Un morceau de Médine étudié en terminale dans un manuel d’histoire

Publié le par Jérémie Léger,

A voir aussi sur Konbini

Élèves de terminale ES, ouvrez votre manuel d’histoire : vous pourriez bien tomber sur le morceau “17 octobre” de Médine, dans le chapitre consacré à la guerre d’Algérie.

Publicité

Publicité

Le 17 octobre 1961 est un jour particulier dans l’histoire algérienne. C’est en ce jour sanglant qu’a eu lieu la répression meurtrière, par la police française, d’une manifestation d’Algériens organisée à Paris par le Front de libération nationale (FLN, mouvement indépendantiste algérien). Cet événement tragique, qui a fait des dizaines de morts et des centaines de blessés, a marqué plusieurs générations d’Algériens et de Français d’origine algérienne. 
Médine est l’un d’eux.
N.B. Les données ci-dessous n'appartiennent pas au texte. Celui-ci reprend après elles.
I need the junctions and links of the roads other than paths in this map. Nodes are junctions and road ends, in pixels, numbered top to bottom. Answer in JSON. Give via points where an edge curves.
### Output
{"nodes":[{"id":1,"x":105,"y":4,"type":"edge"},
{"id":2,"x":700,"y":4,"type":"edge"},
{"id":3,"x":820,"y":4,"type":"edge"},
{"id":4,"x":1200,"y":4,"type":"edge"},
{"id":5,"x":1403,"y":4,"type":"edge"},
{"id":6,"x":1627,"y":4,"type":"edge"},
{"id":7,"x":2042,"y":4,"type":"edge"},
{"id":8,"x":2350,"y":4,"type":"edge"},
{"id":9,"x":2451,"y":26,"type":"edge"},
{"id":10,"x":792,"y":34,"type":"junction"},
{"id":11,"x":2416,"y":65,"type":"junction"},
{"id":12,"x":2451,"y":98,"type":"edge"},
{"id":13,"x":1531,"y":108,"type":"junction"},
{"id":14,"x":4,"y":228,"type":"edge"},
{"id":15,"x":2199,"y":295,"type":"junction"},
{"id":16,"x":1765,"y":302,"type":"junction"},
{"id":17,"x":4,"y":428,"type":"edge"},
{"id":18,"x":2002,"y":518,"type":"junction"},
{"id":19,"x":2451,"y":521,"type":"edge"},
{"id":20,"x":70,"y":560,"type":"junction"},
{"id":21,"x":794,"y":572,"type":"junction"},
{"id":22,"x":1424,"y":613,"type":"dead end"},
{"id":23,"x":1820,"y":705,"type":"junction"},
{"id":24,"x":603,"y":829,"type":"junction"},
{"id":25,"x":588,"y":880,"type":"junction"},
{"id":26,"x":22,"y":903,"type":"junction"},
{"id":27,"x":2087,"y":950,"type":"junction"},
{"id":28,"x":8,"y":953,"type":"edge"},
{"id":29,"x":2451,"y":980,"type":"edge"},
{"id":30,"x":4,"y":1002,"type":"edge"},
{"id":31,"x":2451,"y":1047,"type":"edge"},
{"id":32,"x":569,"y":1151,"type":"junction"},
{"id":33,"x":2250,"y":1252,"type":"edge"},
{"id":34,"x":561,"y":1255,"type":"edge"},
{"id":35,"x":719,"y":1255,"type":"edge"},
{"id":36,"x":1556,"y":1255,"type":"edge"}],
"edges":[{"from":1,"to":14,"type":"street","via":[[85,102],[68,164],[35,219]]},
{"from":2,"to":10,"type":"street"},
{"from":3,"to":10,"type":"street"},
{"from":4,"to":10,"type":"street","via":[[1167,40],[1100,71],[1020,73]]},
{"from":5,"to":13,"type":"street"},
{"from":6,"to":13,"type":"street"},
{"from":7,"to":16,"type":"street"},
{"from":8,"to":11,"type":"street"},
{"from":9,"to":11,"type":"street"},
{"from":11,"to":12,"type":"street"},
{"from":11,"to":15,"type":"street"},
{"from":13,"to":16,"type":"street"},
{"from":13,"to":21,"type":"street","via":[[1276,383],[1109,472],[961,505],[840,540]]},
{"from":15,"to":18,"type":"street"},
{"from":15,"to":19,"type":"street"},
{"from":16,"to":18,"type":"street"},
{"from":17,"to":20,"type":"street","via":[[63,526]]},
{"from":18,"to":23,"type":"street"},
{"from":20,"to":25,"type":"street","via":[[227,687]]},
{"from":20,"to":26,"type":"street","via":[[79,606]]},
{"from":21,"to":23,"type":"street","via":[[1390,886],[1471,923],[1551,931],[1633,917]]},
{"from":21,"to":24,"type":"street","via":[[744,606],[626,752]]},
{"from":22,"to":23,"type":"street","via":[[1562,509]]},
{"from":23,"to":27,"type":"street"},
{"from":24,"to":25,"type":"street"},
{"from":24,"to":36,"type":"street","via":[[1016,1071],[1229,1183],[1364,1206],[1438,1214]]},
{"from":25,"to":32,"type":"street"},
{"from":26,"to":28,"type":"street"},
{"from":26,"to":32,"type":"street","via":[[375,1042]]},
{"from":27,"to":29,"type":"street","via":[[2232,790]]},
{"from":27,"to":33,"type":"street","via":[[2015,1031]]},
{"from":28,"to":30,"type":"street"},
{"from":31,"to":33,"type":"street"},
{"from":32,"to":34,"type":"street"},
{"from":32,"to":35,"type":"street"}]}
Profondément marqué par ce chapitre de l’histoire du pays d’origine de sa famille, il y a consacré un morceau entier : “17 octobre”, extrait de son album Table d’écoute, sorti en 2006. Son texte est d’ailleurs si parlant et bien écrit qu’il a été retenu comme document d’étude dans les manuels d’histoire de terminale ES des éditions Nathan, en 2012.

Publicité

Récemment, un élève a remarqué les mots du rappeur, accompagnés de la pochette de son album, dans son manuel. Rapidement, il a tweeté une photo de son livre en mentionnant l’artiste en question. Honoré de cette reconnaissance académique, ce dernier a retweeté le message : “Est-ce que c’est ça rentrer dans l’histoire ?”, s’est-il demandé.
Effectivement, avec une page entière lui étant dédié, difficile de lui donner tort. Néanmoins, il faut savoir que Médine n’a jamais caché sa méfiance à l’égard de l’enseignement de l’histoire par l’Éducation nationale.

“Heureusement qu’j’ai connu l’histoire avant d’connaître Fernand Nathan”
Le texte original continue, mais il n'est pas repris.